Durante o trajeto, os participantes visitaram pontos marcantes da presença negra em Guarulhos, como a Igreja Nossa Senhora do Rosário Mãe dos Homens Pretos, o busto da Mãe Preta, na praça Getúlio Vargas, a rua Nossa Senhora Mãe dos Homens e a rua Doutor Luiz Gama, patrono da abolição da escravidão no Brasil.
Para o subsecretário da Igualdade Racial de Guarulhos, Jorge Caniba Batista dos Santos, o crescimento da mobilização demonstra o fortalecimento da pauta.
“É gratificante ver como essas marchas, não apenas a de Guarulhos, mas as que acontecem em todo o país, têm atraído cada vez mais participantes e conquistado mais espaço na mídia. E vamos seguir crescendo nos próximos anos”, afirmou.
Organizada pelo Compir (Conselho Municipal de Promoção da Igualdade Racial) com apoio da Subsecretaria da Igualdade Racial, a marcha reforçou o papel da sociedade como agente ativo no combate ao racismo. A presidente do Compir, a assistente social Greice Oliveira, destacou que a luta antirracista não deve recair apenas sobre a população negra.

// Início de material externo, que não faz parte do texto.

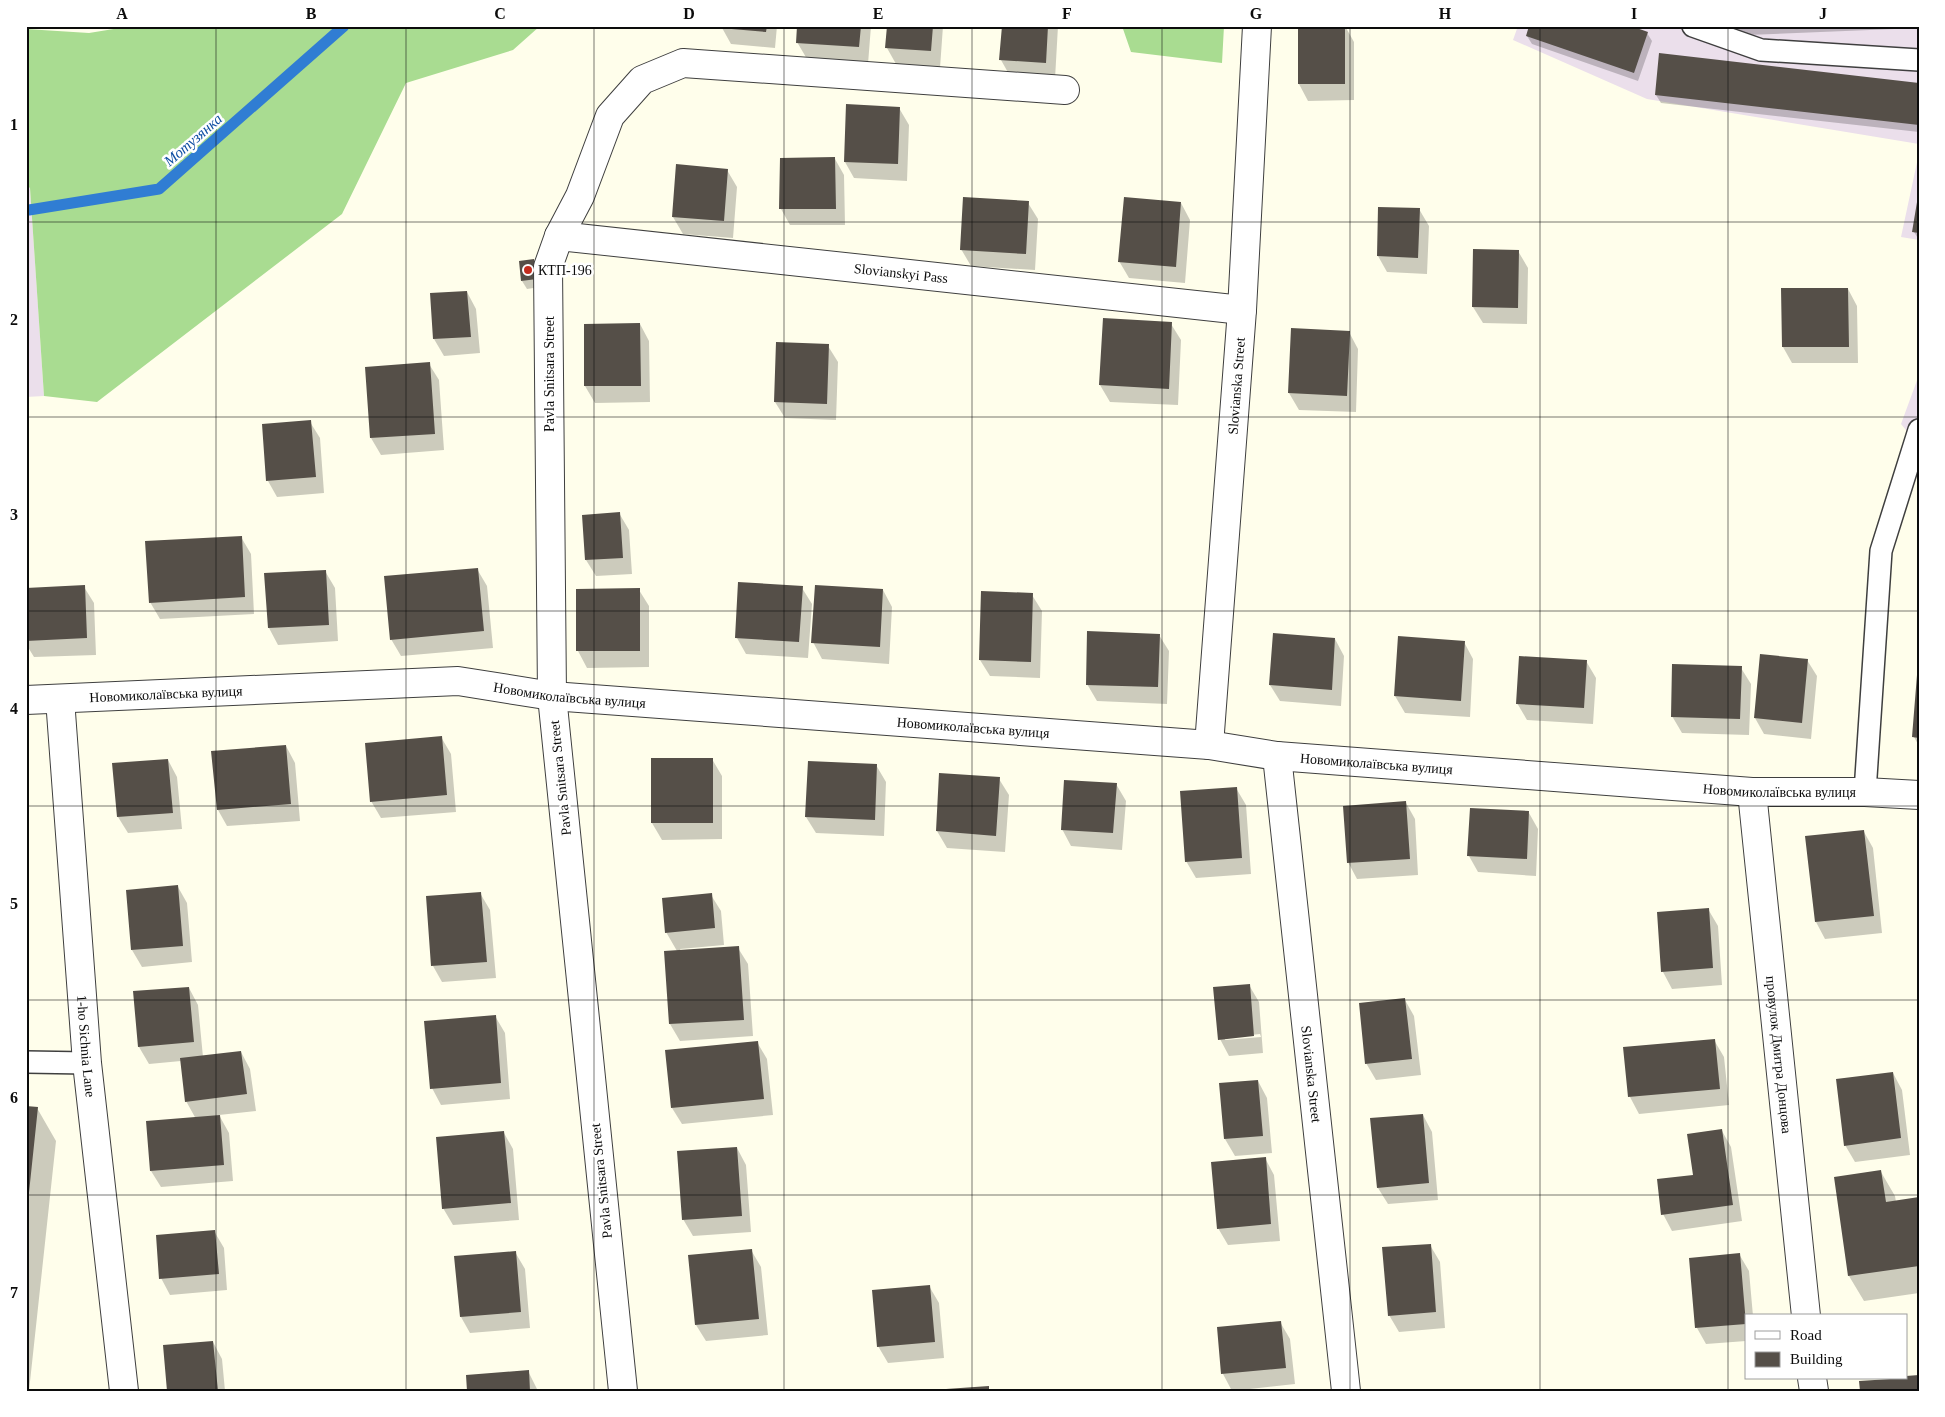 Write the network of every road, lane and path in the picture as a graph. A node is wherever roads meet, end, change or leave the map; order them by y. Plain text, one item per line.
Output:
1 (1257, 26) edge
2 (1693, 26) edge
3 (1919, 60) edge
4 (1065, 90) dead end
5 (559, 236) junction
6 (1242, 310) junction
7 (1919, 430) edge
8 (552, 696) junction
9 (60, 699) junction
10 (26, 700) edge
11 (1209, 745) junction
12 (1277, 756) junction
13 (1752, 792) junction
14 (1865, 792) junction
15 (1919, 796) edge
16 (26, 1062) edge
17 (87, 1063) junction
18 (1806, 1314) edge
19 (124, 1391) edge
20 (623, 1391) edge
21 (1346, 1391) edge

1 - 6 street, Slovianska Street
2 - 3 lane
4 - 5 street, Pavla Snitsara Street
5 - 6 street, Slovianskyi Pass
5 - 8 street, Pavla Snitsara Street
6 - 11 street, Slovianska Street
7 - 14 lane
8 - 9 street, Новомиколаївська вулиця
8 - 11 street, Новомиколаївська вулиця
8 - 20 street, Pavla Snitsara Street
9 - 10 street, Новомиколаївська вулиця
9 - 17 street, 1-ho Sichnia Lane
11 - 12 street, Новомиколаївська вулиця
12 - 13 street, Новомиколаївська вулиця
12 - 21 street, Slovianska Street
13 - 14 street, Новомиколаївська вулиця
13 - 18 street, провулок Дмитра Донцова
14 - 15 street, Новомиколаївська вулиця
16 - 17 lane
17 - 19 street, 1-ho Sichnia Lane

“É fundamental o engajamento de toda a sociedade, já que é a população negra quem mais sente os impactos da desigualdade”, disse.
A Subsecretaria da Igualdade Racial mantém o serviço SOS Racismo, que oferece acolhimento e orientação às vítimas de discriminação racial. O atendimento é anônimo e pode ser solicitado pelo telefone (11) 2402-1000 ou pelo e-mail [email protected].
Pesquisa
Dados divulgados neste ano pelo Ministério da Igualdade Racial e pelo Ibge mostram que 85% da população negra brasileira já sofreu discriminação racial. O levantamento também aponta que trabalhadores negros recebem, em média, salários 40% menores que os de pessoas brancas, reforçando a urgência de políticas de enfrentamento ao racismo estrutural.